Since the introduction of being able to perform a lockless lookup of an
object (i915_gem_object_get_rcu() in fbbd37b36fa5 ("drm/i915: Move object
release to a freelist + worker") we no longer need to split the
object/vma lookup into 3 phases and so combine them into a much simpler
single loop.

Signed-off-by: Chris Wilson <chris@chris-wilson.co.uk>
Reviewed-by: Tvrtko Ursulin <tvrtko.ursulin@intel.com>
---
 drivers/gpu/drm/i915/i915_gem_execbuffer.c | 122 +++++++++--------------------
 1 file changed, 36 insertions(+), 86 deletions(-)
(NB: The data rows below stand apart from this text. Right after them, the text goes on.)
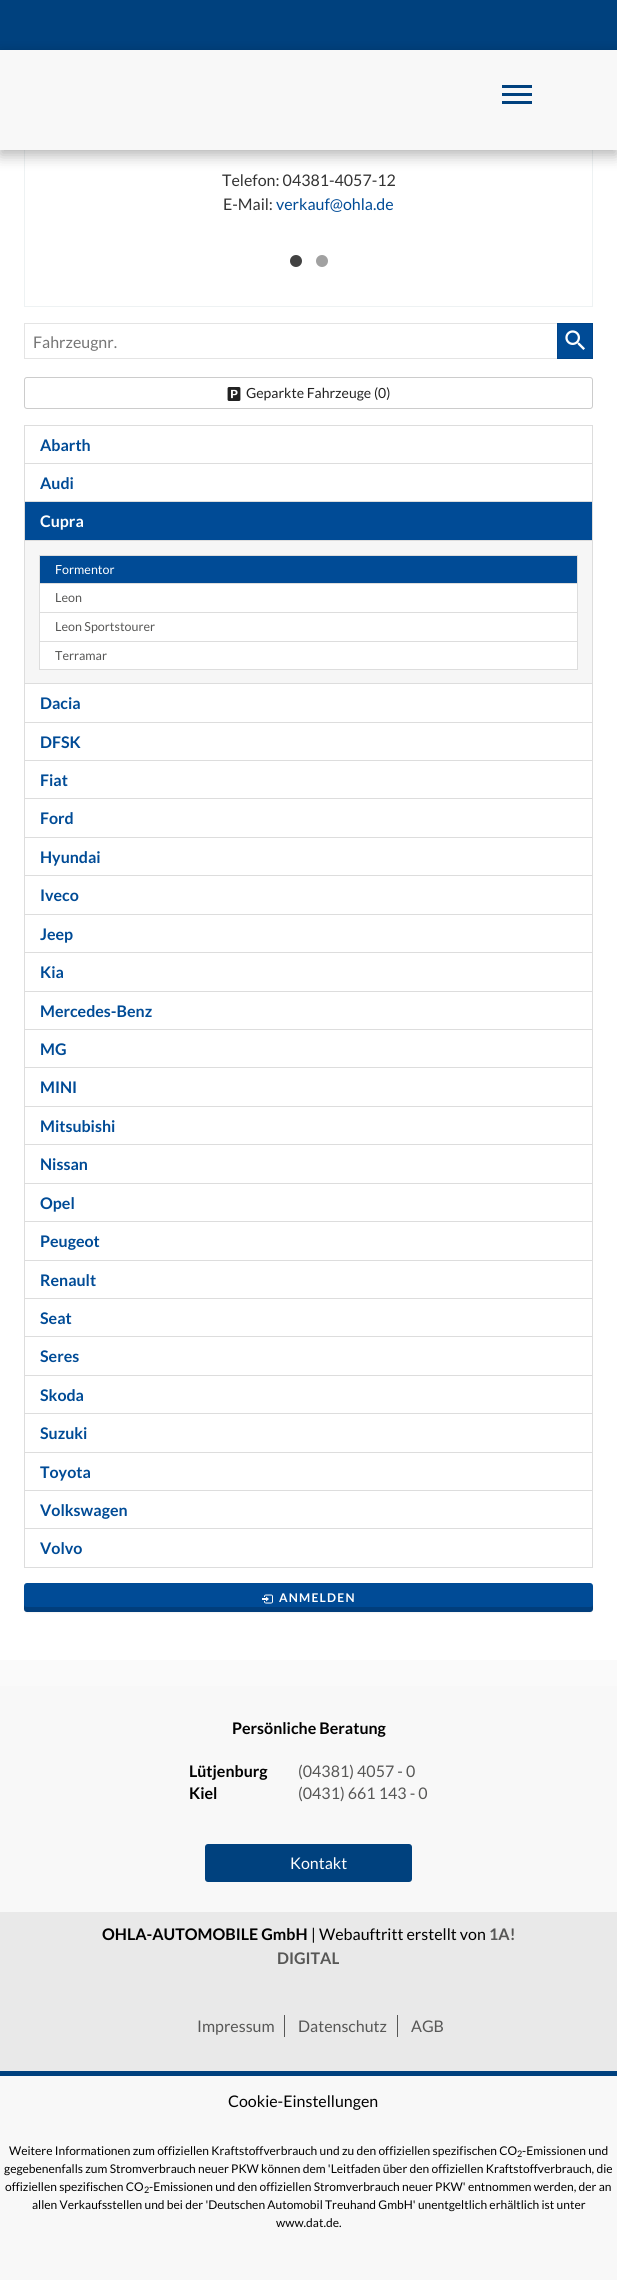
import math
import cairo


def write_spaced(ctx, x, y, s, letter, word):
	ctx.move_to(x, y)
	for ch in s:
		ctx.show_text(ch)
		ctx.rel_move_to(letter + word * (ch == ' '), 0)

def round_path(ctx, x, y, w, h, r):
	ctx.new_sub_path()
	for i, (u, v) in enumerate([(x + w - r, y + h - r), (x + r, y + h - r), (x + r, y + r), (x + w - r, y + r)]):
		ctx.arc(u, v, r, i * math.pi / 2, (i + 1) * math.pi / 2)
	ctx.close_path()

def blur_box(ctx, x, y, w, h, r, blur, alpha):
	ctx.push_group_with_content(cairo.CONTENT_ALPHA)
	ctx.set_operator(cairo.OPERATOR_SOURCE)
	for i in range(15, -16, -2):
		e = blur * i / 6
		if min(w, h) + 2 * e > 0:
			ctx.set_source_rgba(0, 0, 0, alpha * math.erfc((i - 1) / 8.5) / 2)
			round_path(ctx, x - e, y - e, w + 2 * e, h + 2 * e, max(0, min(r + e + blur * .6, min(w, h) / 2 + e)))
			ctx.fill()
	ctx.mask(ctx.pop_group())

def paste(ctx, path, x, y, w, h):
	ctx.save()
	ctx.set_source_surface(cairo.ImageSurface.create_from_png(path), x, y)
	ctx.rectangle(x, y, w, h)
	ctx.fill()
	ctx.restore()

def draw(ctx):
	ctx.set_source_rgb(1, 1, 1)
	ctx.paint()
	ctx.rectangle(24.5, -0.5, 568, 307)
	ctx.set_source_rgb(0.933, 0.949, 0.953)
	ctx.set_line_width(1)
	ctx.stroke()
	ctx.set_source_rgb(0, 0.255, 0.494)
	ctx.rectangle(0, 0, 617, 50)
	ctx.fill()
	ctx.set_source_rgb(0, 0, 0)
	blur_box(ctx, 0, 55, 617, 100, 0, 7.5, 0.3)
	ctx.set_source_rgb(0.969, 0.969, 0.969)
	ctx.rectangle(0, 50, 617, 100)
	ctx.fill()
	ctx.set_source_rgb(0, 0.255, 0.494)
	ctx.rectangle(502, 85, 30, 3)
	ctx.rectangle(502, 93, 30, 3)
	ctx.rectangle(502, 101, 30, 3)
	ctx.fill()
	ctx.select_font_face('Lato')
	ctx.set_font_size(16)
	ctx.set_source_rgb(0.2, 0.2, 0.2)
	ctx.move_to(222, 186)
	ctx.show_text('Telefon: 04381-4057-12')
	ctx.move_to(223, 210)
	ctx.show_text('E-Mail:')
	ctx.set_source_rgb(0, 0.294, 0.588)
	ctx.move_to(276, 210)
	ctx.show_text('verkauf@ohla.de')
	ctx.set_source_rgb(0.259, 0.259, 0.259)
	ctx.new_path()
	ctx.arc(296, 261, 6, 0, 2 * math.pi)
	ctx.fill()
	ctx.set_source_rgb(0.631, 0.631, 0.631)
	ctx.arc(322, 261, 6, 0, 2 * math.pi)
	ctx.fill()
	ctx.rectangle(24.5, 323.5, 568, 35)
	ctx.set_source_rgb(0.894, 0.894, 0.894)
	ctx.stroke()
	ctx.set_source_rgb(0.459, 0.459, 0.459)
	ctx.move_to(33, 348)
	ctx.show_text('Fahrzeugnr.')
	ctx.set_source_rgb(0, 0.294, 0.588)
	ctx.rectangle(558, 324, 34, 34)
	ctx.fill()
	paste(ctx, 'media/1.png', 565, 330, 20, 20)
	ctx.rectangle(557.5, 323.5, 35, 35)
	ctx.set_source_rgb(0, 0.267, 0.537)
	ctx.stroke()
	round_path(ctx, 24.5, 377.5, 568, 31, 2.5)
	ctx.set_source_rgb(0.8, 0.8, 0.8)
	ctx.stroke()
	paste(ctx, 'media/2.png', 227, 387, 14, 14)
	ctx.set_font_size(14)
	ctx.set_source_rgb(0.133, 0.133, 0.133)
	ctx.move_to(246, 398)
	ctx.show_text('Geparkte Fahrzeuge (0)')
	ctx.rectangle(24.5, 425.5, 568, 38)
	ctx.set_source_rgb(0.867, 0.867, 0.867)
	ctx.stroke()
	ctx.select_font_face('Lato', cairo.FONT_SLANT_NORMAL, cairo.FONT_WEIGHT_BOLD)
	ctx.set_font_size(16)
	ctx.set_source_rgb(0, 0.294, 0.588)
	ctx.move_to(40, 451)
	ctx.show_text('Abarth')
	ctx.rectangle(24.5, 463.5, 568, 38)
	ctx.set_source_rgb(0.867, 0.867, 0.867)
	ctx.stroke()
	ctx.set_source_rgb(0, 0.294, 0.588)
	ctx.move_to(40, 489)
	ctx.show_text('Audi')
	ctx.set_source_rgb(0.961, 0.961, 0.961)
	ctx.rectangle(24.5, 540.5, 568, 143)
	ctx.fill_preserve()
	ctx.set_source_rgb(0.867, 0.867, 0.867)
	ctx.stroke()
	ctx.set_source_rgb(0, 0.294, 0.588)
	ctx.rectangle(24.5, 501.5, 568, 39)
	ctx.fill_preserve()
	ctx.set_source_rgb(0.867, 0.867, 0.867)
	ctx.stroke()
	ctx.set_source_rgb(1, 1, 1)
	ctx.move_to(40, 527)
	ctx.show_text('Cupra')
	ctx.set_source_rgb(0, 0.294, 0.588)
	ctx.rectangle(39.5, 555.5, 538, 28)
	ctx.fill_preserve()
	ctx.set_source_rgb(0.867, 0.867, 0.867)
	ctx.stroke()
	ctx.select_font_face('Lato')
	ctx.set_font_size(12.5)
	ctx.set_source_rgb(1, 1, 1)
	ctx.move_to(55, 574)
	ctx.show_text('Formentor')
	ctx.rectangle(39.5, 583.5, 538, 29)
	ctx.fill_preserve()
	ctx.set_source_rgb(0.867, 0.867, 0.867)
	ctx.stroke()
	ctx.set_source_rgb(0.341, 0.341, 0.337)
	ctx.move_to(55, 602)
	ctx.show_text('Leon')
	ctx.set_source_rgb(1, 1, 1)
	ctx.rectangle(39.5, 612.5, 538, 29)
	ctx.fill_preserve()
	ctx.set_source_rgb(0.867, 0.867, 0.867)
	ctx.stroke()
	ctx.set_source_rgb(0.341, 0.341, 0.337)
	ctx.move_to(55, 631)
	ctx.show_text('Leon Sportstourer')
	ctx.set_source_rgb(1, 1, 1)
	ctx.rectangle(39.5, 641.5, 538, 28)
	ctx.fill_preserve()
	ctx.set_source_rgb(0.867, 0.867, 0.867)
	ctx.stroke()
	ctx.set_source_rgb(0.341, 0.341, 0.337)
	ctx.move_to(55, 660)
	ctx.show_text('Terramar')
	ctx.rectangle(24.5, 683.5, 568, 39)
	ctx.set_source_rgb(0.867, 0.867, 0.867)
	ctx.stroke()
	ctx.select_font_face('Lato', cairo.FONT_SLANT_NORMAL, cairo.FONT_WEIGHT_BOLD)
	ctx.set_font_size(16)
	ctx.set_source_rgb(0, 0.294, 0.588)
	ctx.move_to(40, 709)
	ctx.show_text('Dacia')
	ctx.rectangle(24.5, 722.5, 568, 38)
	ctx.set_source_rgb(0.867, 0.867, 0.867)
	ctx.stroke()
	ctx.set_source_rgb(0, 0.294, 0.588)
	ctx.move_to(40, 748)
	ctx.show_text('DFSK')
	ctx.rectangle(24.5, 760.5, 568, 38)
	ctx.set_source_rgb(0.867, 0.867, 0.867)
	ctx.stroke()
	ctx.set_source_rgb(0, 0.294, 0.588)
	ctx.move_to(40, 786)
	ctx.show_text('Fiat')
	ctx.rectangle(24.5, 798.5, 568, 39)
	ctx.set_source_rgb(0.867, 0.867, 0.867)
	ctx.stroke()
	ctx.set_source_rgb(0, 0.294, 0.588)
	ctx.move_to(40, 824)
	ctx.show_text('Ford')
	ctx.rectangle(24.5, 837.5, 568, 38)
	ctx.set_source_rgb(0.867, 0.867, 0.867)
	ctx.stroke()
	ctx.set_source_rgb(0, 0.294, 0.588)
	ctx.move_to(40, 863)
	ctx.show_text('Hyundai')
	ctx.rectangle(24.5, 875.5, 568, 39)
	ctx.set_source_rgb(0.867, 0.867, 0.867)
	ctx.stroke()
	ctx.set_source_rgb(0, 0.294, 0.588)
	ctx.move_to(40, 901)
	ctx.show_text('Iveco')
	ctx.rectangle(24.5, 914.5, 568, 38)
	ctx.set_source_rgb(0.867, 0.867, 0.867)
	ctx.stroke()
	ctx.set_source_rgb(0, 0.294, 0.588)
	ctx.move_to(40, 940)
	ctx.show_text('Jeep')
	ctx.rectangle(24.5, 952.5, 568, 39)
	ctx.set_source_rgb(0.867, 0.867, 0.867)
	ctx.stroke()
	ctx.set_source_rgb(0, 0.294, 0.588)
	ctx.move_to(40, 978)
	ctx.show_text('Kia')
	ctx.rectangle(24.5, 991.5, 568, 38)
	ctx.set_source_rgb(0.867, 0.867, 0.867)
	ctx.stroke()
	ctx.set_source_rgb(0, 0.294, 0.588)
	ctx.move_to(40, 1017)
	ctx.show_text('Mercedes-Benz')
	ctx.rectangle(24.5, 1029.5, 568, 38)
	ctx.set_source_rgb(0.867, 0.867, 0.867)
	ctx.stroke()
	ctx.set_source_rgb(0, 0.294, 0.588)
	ctx.move_to(40, 1055)
	ctx.show_text('MG')
	ctx.rectangle(24.5, 1067.5, 568, 39)
	ctx.set_source_rgb(0.867, 0.867, 0.867)
	ctx.stroke()
	ctx.set_source_rgb(0, 0.294, 0.588)
	ctx.move_to(40, 1093)
	ctx.show_text('MINI')
	ctx.rectangle(24.5, 1106.5, 568, 38)
	ctx.set_source_rgb(0.867, 0.867, 0.867)
	ctx.stroke()
	ctx.set_source_rgb(0, 0.294, 0.588)
	ctx.move_to(40, 1132)
	ctx.show_text('Mitsubishi')
	ctx.rectangle(24.5, 1144.5, 568, 39)
	ctx.set_source_rgb(0.867, 0.867, 0.867)
	ctx.stroke()
	ctx.set_source_rgb(0, 0.294, 0.588)
	ctx.move_to(40, 1170)
	ctx.show_text('Nissan')
	ctx.rectangle(24.5, 1183.5, 568, 38)
	ctx.set_source_rgb(0.867, 0.867, 0.867)
	ctx.stroke()
	ctx.set_source_rgb(0, 0.294, 0.588)
	ctx.move_to(40, 1209)
	ctx.show_text('Opel')
	ctx.rectangle(24.5, 1221.5, 568, 39)
	ctx.set_source_rgb(0.867, 0.867, 0.867)
	ctx.stroke()
	ctx.set_source_rgb(0, 0.294, 0.588)
	ctx.move_to(40, 1247)
	ctx.show_text('Peugeot')
	ctx.rectangle(24.5, 1260.5, 568, 38)
	ctx.set_source_rgb(0.867, 0.867, 0.867)
	ctx.stroke()
	ctx.set_source_rgb(0, 0.294, 0.588)
	ctx.move_to(40, 1286)
	ctx.show_text('Renault')
	ctx.rectangle(24.5, 1298.5, 568, 38)
	ctx.set_source_rgb(0.867, 0.867, 0.867)
	ctx.stroke()
	ctx.set_source_rgb(0, 0.294, 0.588)
	ctx.move_to(40, 1324)
	ctx.show_text('Seat')
	ctx.rectangle(24.5, 1336.5, 568, 39)
	ctx.set_source_rgb(0.867, 0.867, 0.867)
	ctx.stroke()
	ctx.set_source_rgb(0, 0.294, 0.588)
	ctx.move_to(40, 1362)
	ctx.show_text('Seres')
	ctx.rectangle(24.5, 1375.5, 568, 38)
	ctx.set_source_rgb(0.867, 0.867, 0.867)
	ctx.stroke()
	ctx.set_source_rgb(0, 0.294, 0.588)
	ctx.move_to(40, 1401)
	ctx.show_text('Skoda')
	ctx.rectangle(24.5, 1413.5, 568, 39)
	ctx.set_source_rgb(0.867, 0.867, 0.867)
	ctx.stroke()
	ctx.set_source_rgb(0, 0.294, 0.588)
	ctx.move_to(40, 1439)
	ctx.show_text('Suzuki')
	ctx.rectangle(24.5, 1452.5, 568, 38)
	ctx.set_source_rgb(0.867, 0.867, 0.867)
	ctx.stroke()
	ctx.set_source_rgb(0, 0.294, 0.588)
	ctx.move_to(40, 1478)
	ctx.show_text('Toyota')
	ctx.rectangle(24.5, 1490.5, 568, 38)
	ctx.set_source_rgb(0.867, 0.867, 0.867)
	ctx.stroke()
	ctx.set_source_rgb(0, 0.294, 0.588)
	ctx.move_to(40, 1516)
	ctx.show_text('Volkswagen')
	ctx.rectangle(24.5, 1528.5, 568, 39)
	ctx.set_source_rgb(0.867, 0.867, 0.867)
	ctx.stroke()
	ctx.set_source_rgb(0, 0.294, 0.588)
	ctx.move_to(40, 1554)
	ctx.show_text('Volvo')
	ctx.set_source_rgb(0, 0, 0)
	blur_box(ctx, 24, 1584, 569, 29, 4, 0.5, 0.05)
	ctx.set_source_rgb(0, 0.294, 0.588)
	round_path(ctx, 24, 1583, 569, 29, 3)
	ctx.fill()
	ctx.set_source_rgba(0.031, 0.031, 0.031, 0.18)
	ctx.new_path()
	ctx.move_to(24, 1604)
	ctx.line_to(24, 1609)
	ctx.curve_to(24, 1611, 25, 1612, 27, 1612)
	ctx.line_to(590, 1612)
	ctx.curve_to(592, 1612, 593, 1611, 593, 1609)
	ctx.line_to(593, 1604)
	ctx.curve_to(593, 1606, 592, 1607, 590, 1607)
	ctx.line_to(27, 1607)
	ctx.curve_to(25, 1607, 24, 1606, 24, 1604)
	ctx.close_path()
	ctx.fill()
	paste(ctx, 'media/3.png', 262, 1594, 11, 10)
	ctx.set_font_size(12)
	ctx.set_source_rgb(1, 1, 1)
	write_spaced(ctx, 279, 1602, 'ANMELDEN', 1.25, 0)
	ctx.set_source_rgb(0.98, 0.98, 0.98)
	ctx.rectangle(0, 1660, 617, 26)
	ctx.fill()
	ctx.set_source_rgb(0.969, 0.969, 0.969)
	ctx.rectangle(0, 1686, 617, 594)
	ctx.fill()
	ctx.set_font_size(16)
	ctx.set_source_rgb(0, 0, 0)
	ctx.move_to(232, 1734)
	ctx.show_text('Persönliche Beratung')
	ctx.move_to(189, 1777)
	ctx.show_text('Lütjenburg')
	ctx.select_font_face('Lato')
	ctx.set_source_rgb(0.341, 0.341, 0.337)
	ctx.move_to(298, 1777)
	ctx.show_text('(04381) 4057 - 0')
	ctx.select_font_face('Lato', cairo.FONT_SLANT_NORMAL, cairo.FONT_WEIGHT_BOLD)
	ctx.set_source_rgb(0, 0, 0)
	ctx.move_to(189, 1799)
	ctx.show_text('Kiel')
	ctx.select_font_face('Lato')
	ctx.set_source_rgb(0.341, 0.341, 0.337)
	ctx.move_to(298, 1799)
	ctx.show_text('(0431) 661 143 - 0')
	ctx.set_source_rgb(0, 0.255, 0.494)
	round_path(ctx, 205, 1844, 207, 38, 3)
	ctx.fill()
	ctx.set_source_rgb(1, 1, 1)
	ctx.move_to(290, 1869)
	ctx.show_text('Kontakt')
	ctx.set_source_rgb(0.914, 0.914, 0.914)
	ctx.rectangle(0, 1912, 617, 159)
	ctx.fill()
	ctx.set_source_rgb(0, 0.255, 0.494)
	ctx.rectangle(0, 2071, 617, 5)
	ctx.fill()
	ctx.select_font_face('Lato', cairo.FONT_SLANT_NORMAL, cairo.FONT_WEIGHT_BOLD)
	ctx.set_source_rgb(0, 0, 0)
	ctx.move_to(102, 1940)
	ctx.show_text('OHLA-AUTOMOBILE GmbH')
	ctx.select_font_face('Lato')
	ctx.move_to(311, 1940)
	ctx.show_text('| Webauftritt erstellt von')
	ctx.select_font_face('Lato', cairo.FONT_SLANT_NORMAL, cairo.FONT_WEIGHT_BOLD)
	ctx.set_source_rgb(0.341, 0.341, 0.337)
	ctx.move_to(489, 1940)
	ctx.show_text('1A!')
	ctx.move_to(277, 1964)
	ctx.show_text('DIGITAL')
	ctx.rectangle(284, 2015, 1, 22)
	ctx.fill()
	ctx.select_font_face('Lato')
	ctx.move_to(197, 2032)
	ctx.show_text('Impressum')
	ctx.rectangle(397, 2015, 1, 22)
	ctx.fill()
	ctx.move_to(298, 2032)
	ctx.show_text('Datenschutz')
	ctx.move_to(411, 2032)
	ctx.show_text('AGB')
	ctx.set_source_rgb(0, 0, 0)
	ctx.move_to(228, 2107)
	ctx.show_text('Cookie-Einstellungen')
	ctx.set_font_size(12)
	ctx.move_to(9, 2155)
	ctx.show_text('Weitere Informationen zum offiziellen Kraftstoffverbrauch und zu den offiziellen spezifischen CO')
	ctx.set_font_size(9)
	ctx.move_to(517, 2157)
	ctx.show_text('2')
	ctx.set_font_size(12)
	for x, y, s in [
		(522, 2155, '-Emissionen und'),
		(4, 2173, 'gegebenenfalls zum Stromverbrauch neuer PKW können dem \'Leitfaden über den offiziellen Kraftstoffverbrauch, die'),
		(5, 2191, 'offiziellen spezifischen CO'),
	]:
		ctx.move_to(x, y)
		ctx.show_text(s)
	ctx.set_font_size(9)
	ctx.move_to(144, 2193)
	ctx.show_text('2')
	ctx.set_font_size(12)
	for x, y, s in [
		(149, 2191, '-Emissionen und den offiziellen Stromverbrauch neuer PKW\' entnommen werden, der an'),
		(32, 2209, 'allen Verkaufsstellen und bei der \'Deutschen Automobil Treuhand GmbH\' unentgeltlich erhältlich ist unter'),
		(276, 2227, 'www.dat.de.'),
	]:
		ctx.move_to(x, y)
		ctx.show_text(s)


surface = cairo.ImageSurface(cairo.FORMAT_RGB24, 617, 2280)
ctx = cairo.Context(surface)
options = cairo.FontOptions()
options.set_hint_metrics(cairo.HINT_METRICS_OFF)
options.set_hint_style(cairo.HINT_STYLE_NONE)
ctx.set_font_options(options)
ctx.set_miter_limit(4)
draw(ctx)
surface.write_to_png('image.png')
diff --git a/drivers/gpu/drm/i915/i915_gem_execbuffer.c b/drivers/gpu/drm/i915/i915_gem_execbuffer.c
index 92d88ec271c1..ed906093fb63 100644
--- a/drivers/gpu/drm/i915/i915_gem_execbuffer.c
+++ b/drivers/gpu/drm/i915/i915_gem_execbuffer.c
@@ -450,7 +450,9 @@ eb_validate_vma(struct i915_execbuffer *eb,
 }
 
 static int
-eb_add_vma(struct i915_execbuffer *eb, unsigned int i, struct i915_vma *vma)
+eb_add_vma(struct i915_execbuffer *eb,
+	   unsigned int i, struct i915_vma *vma,
+	   unsigned int flags)
 {
 	struct drm_i915_gem_exec_object2 *entry = &eb->exec[i];
 	int err;
@@ -480,7 +482,7 @@ eb_add_vma(struct i915_execbuffer *eb, unsigned int i, struct i915_vma *vma)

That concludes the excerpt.